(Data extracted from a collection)
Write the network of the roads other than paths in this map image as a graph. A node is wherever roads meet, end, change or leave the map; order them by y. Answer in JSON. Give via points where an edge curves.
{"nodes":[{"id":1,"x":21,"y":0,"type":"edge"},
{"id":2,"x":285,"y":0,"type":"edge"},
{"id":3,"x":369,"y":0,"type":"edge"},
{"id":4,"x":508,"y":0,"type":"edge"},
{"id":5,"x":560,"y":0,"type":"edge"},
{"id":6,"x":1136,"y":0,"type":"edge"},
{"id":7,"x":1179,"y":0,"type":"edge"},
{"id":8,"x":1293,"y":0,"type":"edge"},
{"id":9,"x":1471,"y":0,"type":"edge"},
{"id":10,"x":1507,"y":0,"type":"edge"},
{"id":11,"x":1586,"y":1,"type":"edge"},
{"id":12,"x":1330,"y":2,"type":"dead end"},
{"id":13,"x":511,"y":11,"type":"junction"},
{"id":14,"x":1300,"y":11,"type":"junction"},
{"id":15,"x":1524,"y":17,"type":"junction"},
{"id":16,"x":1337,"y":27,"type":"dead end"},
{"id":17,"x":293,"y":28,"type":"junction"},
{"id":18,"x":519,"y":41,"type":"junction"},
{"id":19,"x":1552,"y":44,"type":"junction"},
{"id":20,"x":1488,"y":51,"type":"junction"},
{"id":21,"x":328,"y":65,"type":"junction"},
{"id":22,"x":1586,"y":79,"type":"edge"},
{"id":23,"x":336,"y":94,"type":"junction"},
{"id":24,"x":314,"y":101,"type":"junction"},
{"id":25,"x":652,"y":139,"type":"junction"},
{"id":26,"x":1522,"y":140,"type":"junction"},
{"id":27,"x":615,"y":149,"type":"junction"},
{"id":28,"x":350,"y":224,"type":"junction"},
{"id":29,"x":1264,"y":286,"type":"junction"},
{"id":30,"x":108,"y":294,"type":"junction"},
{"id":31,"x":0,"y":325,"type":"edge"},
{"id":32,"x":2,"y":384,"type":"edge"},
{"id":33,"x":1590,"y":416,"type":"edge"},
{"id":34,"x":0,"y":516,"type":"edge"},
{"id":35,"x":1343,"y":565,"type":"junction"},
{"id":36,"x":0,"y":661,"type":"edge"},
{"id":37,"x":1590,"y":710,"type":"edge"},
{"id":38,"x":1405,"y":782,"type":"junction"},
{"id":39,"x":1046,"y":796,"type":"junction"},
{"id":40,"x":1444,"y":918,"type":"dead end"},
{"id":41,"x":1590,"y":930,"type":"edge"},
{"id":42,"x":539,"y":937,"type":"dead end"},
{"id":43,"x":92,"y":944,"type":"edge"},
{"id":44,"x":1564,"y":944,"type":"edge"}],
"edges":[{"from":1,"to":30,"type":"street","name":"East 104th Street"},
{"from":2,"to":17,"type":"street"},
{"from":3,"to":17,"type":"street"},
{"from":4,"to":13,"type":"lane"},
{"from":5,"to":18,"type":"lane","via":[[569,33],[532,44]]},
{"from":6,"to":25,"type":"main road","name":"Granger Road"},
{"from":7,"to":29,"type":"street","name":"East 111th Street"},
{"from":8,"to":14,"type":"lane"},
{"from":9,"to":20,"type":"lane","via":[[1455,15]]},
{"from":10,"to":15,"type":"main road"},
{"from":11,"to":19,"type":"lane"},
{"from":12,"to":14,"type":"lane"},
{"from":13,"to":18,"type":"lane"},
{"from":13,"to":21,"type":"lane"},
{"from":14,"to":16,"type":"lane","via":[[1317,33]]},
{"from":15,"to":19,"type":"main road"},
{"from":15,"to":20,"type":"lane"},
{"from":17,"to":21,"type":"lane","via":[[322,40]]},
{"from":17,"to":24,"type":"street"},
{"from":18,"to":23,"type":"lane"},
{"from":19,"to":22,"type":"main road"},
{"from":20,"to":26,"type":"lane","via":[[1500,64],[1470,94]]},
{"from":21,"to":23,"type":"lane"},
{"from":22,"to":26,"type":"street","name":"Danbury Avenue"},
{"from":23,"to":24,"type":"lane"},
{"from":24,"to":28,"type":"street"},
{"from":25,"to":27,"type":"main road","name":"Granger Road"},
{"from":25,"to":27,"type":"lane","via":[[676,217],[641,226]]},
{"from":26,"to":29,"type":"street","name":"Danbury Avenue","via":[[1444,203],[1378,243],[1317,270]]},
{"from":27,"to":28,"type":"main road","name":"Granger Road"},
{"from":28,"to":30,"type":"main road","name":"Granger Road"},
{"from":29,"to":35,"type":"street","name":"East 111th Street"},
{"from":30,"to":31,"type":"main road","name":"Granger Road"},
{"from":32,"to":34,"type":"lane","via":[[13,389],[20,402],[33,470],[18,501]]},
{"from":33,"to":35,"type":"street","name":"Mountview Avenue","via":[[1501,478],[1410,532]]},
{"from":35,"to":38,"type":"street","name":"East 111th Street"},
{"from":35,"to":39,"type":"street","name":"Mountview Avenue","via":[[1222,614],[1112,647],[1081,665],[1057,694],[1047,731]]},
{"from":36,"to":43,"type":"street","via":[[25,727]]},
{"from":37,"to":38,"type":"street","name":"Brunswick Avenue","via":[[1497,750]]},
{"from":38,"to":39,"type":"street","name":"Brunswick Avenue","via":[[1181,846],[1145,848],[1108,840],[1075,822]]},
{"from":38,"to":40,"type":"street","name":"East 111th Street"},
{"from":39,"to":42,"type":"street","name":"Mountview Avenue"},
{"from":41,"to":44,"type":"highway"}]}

EXERCISE OBJECTIVE: Set out the entries once more, word for word.

OUTPUT FOR THIS EXERCISE:
Write the network of the roads other than paths in this map image as a graph. A node is wherever roads meet, end, change or leave the map; order them by y. Answer in JSON. Give via points where an edge curves.
{"nodes":[{"id":1,"x":21,"y":0,"type":"edge"},
{"id":2,"x":285,"y":0,"type":"edge"},
{"id":3,"x":369,"y":0,"type":"edge"},
{"id":4,"x":508,"y":0,"type":"edge"},
{"id":5,"x":560,"y":0,"type":"edge"},
{"id":6,"x":1136,"y":0,"type":"edge"},
{"id":7,"x":1179,"y":0,"type":"edge"},
{"id":8,"x":1293,"y":0,"type":"edge"},
{"id":9,"x":1471,"y":0,"type":"edge"},
{"id":10,"x":1507,"y":0,"type":"edge"},
{"id":11,"x":1586,"y":1,"type":"edge"},
{"id":12,"x":1330,"y":2,"type":"dead end"},
{"id":13,"x":511,"y":11,"type":"junction"},
{"id":14,"x":1300,"y":11,"type":"junction"},
{"id":15,"x":1524,"y":17,"type":"junction"},
{"id":16,"x":1337,"y":27,"type":"dead end"},
{"id":17,"x":293,"y":28,"type":"junction"},
{"id":18,"x":519,"y":41,"type":"junction"},
{"id":19,"x":1552,"y":44,"type":"junction"},
{"id":20,"x":1488,"y":51,"type":"junction"},
{"id":21,"x":328,"y":65,"type":"junction"},
{"id":22,"x":1586,"y":79,"type":"edge"},
{"id":23,"x":336,"y":94,"type":"junction"},
{"id":24,"x":314,"y":101,"type":"junction"},
{"id":25,"x":652,"y":139,"type":"junction"},
{"id":26,"x":1522,"y":140,"type":"junction"},
{"id":27,"x":615,"y":149,"type":"junction"},
{"id":28,"x":350,"y":224,"type":"junction"},
{"id":29,"x":1264,"y":286,"type":"junction"},
{"id":30,"x":108,"y":294,"type":"junction"},
{"id":31,"x":0,"y":325,"type":"edge"},
{"id":32,"x":2,"y":384,"type":"edge"},
{"id":33,"x":1590,"y":416,"type":"edge"},
{"id":34,"x":0,"y":516,"type":"edge"},
{"id":35,"x":1343,"y":565,"type":"junction"},
{"id":36,"x":0,"y":661,"type":"edge"},
{"id":37,"x":1590,"y":710,"type":"edge"},
{"id":38,"x":1405,"y":782,"type":"junction"},
{"id":39,"x":1046,"y":796,"type":"junction"},
{"id":40,"x":1444,"y":918,"type":"dead end"},
{"id":41,"x":1590,"y":930,"type":"edge"},
{"id":42,"x":539,"y":937,"type":"dead end"},
{"id":43,"x":92,"y":944,"type":"edge"},
{"id":44,"x":1564,"y":944,"type":"edge"}],
"edges":[{"from":1,"to":30,"type":"street","name":"East 104th Street"},
{"from":2,"to":17,"type":"street"},
{"from":3,"to":17,"type":"street"},
{"from":4,"to":13,"type":"lane"},
{"from":5,"to":18,"type":"lane","via":[[569,33],[532,44]]},
{"from":6,"to":25,"type":"main road","name":"Granger Road"},
{"from":7,"to":29,"type":"street","name":"East 111th Street"},
{"from":8,"to":14,"type":"lane"},
{"from":9,"to":20,"type":"lane","via":[[1455,15]]},
{"from":10,"to":15,"type":"main road"},
{"from":11,"to":19,"type":"lane"},
{"from":12,"to":14,"type":"lane"},
{"from":13,"to":18,"type":"lane"},
{"from":13,"to":21,"type":"lane"},
{"from":14,"to":16,"type":"lane","via":[[1317,33]]},
{"from":15,"to":19,"type":"main road"},
{"from":15,"to":20,"type":"lane"},
{"from":17,"to":21,"type":"lane","via":[[322,40]]},
{"from":17,"to":24,"type":"street"},
{"from":18,"to":23,"type":"lane"},
{"from":19,"to":22,"type":"main road"},
{"from":20,"to":26,"type":"lane","via":[[1500,64],[1470,94]]},
{"from":21,"to":23,"type":"lane"},
{"from":22,"to":26,"type":"street","name":"Danbury Avenue"},
{"from":23,"to":24,"type":"lane"},
{"from":24,"to":28,"type":"street"},
{"from":25,"to":27,"type":"main road","name":"Granger Road"},
{"from":25,"to":27,"type":"lane","via":[[676,217],[641,226]]},
{"from":26,"to":29,"type":"street","name":"Danbury Avenue","via":[[1444,203],[1378,243],[1317,270]]},
{"from":27,"to":28,"type":"main road","name":"Granger Road"},
{"from":28,"to":30,"type":"main road","name":"Granger Road"},
{"from":29,"to":35,"type":"street","name":"East 111th Street"},
{"from":30,"to":31,"type":"main road","name":"Granger Road"},
{"from":32,"to":34,"type":"lane","via":[[13,389],[20,402],[33,470],[18,501]]},
{"from":33,"to":35,"type":"street","name":"Mountview Avenue","via":[[1501,478],[1410,532]]},
{"from":35,"to":38,"type":"street","name":"East 111th Street"},
{"from":35,"to":39,"type":"street","name":"Mountview Avenue","via":[[1222,614],[1112,647],[1081,665],[1057,694],[1047,731]]},
{"from":36,"to":43,"type":"street","via":[[25,727]]},
{"from":37,"to":38,"type":"street","name":"Brunswick Avenue","via":[[1497,750]]},
{"from":38,"to":39,"type":"street","name":"Brunswick Avenue","via":[[1181,846],[1145,848],[1108,840],[1075,822]]},
{"from":38,"to":40,"type":"street","name":"East 111th Street"},
{"from":39,"to":42,"type":"street","name":"Mountview Avenue"},
{"from":41,"to":44,"type":"highway"}]}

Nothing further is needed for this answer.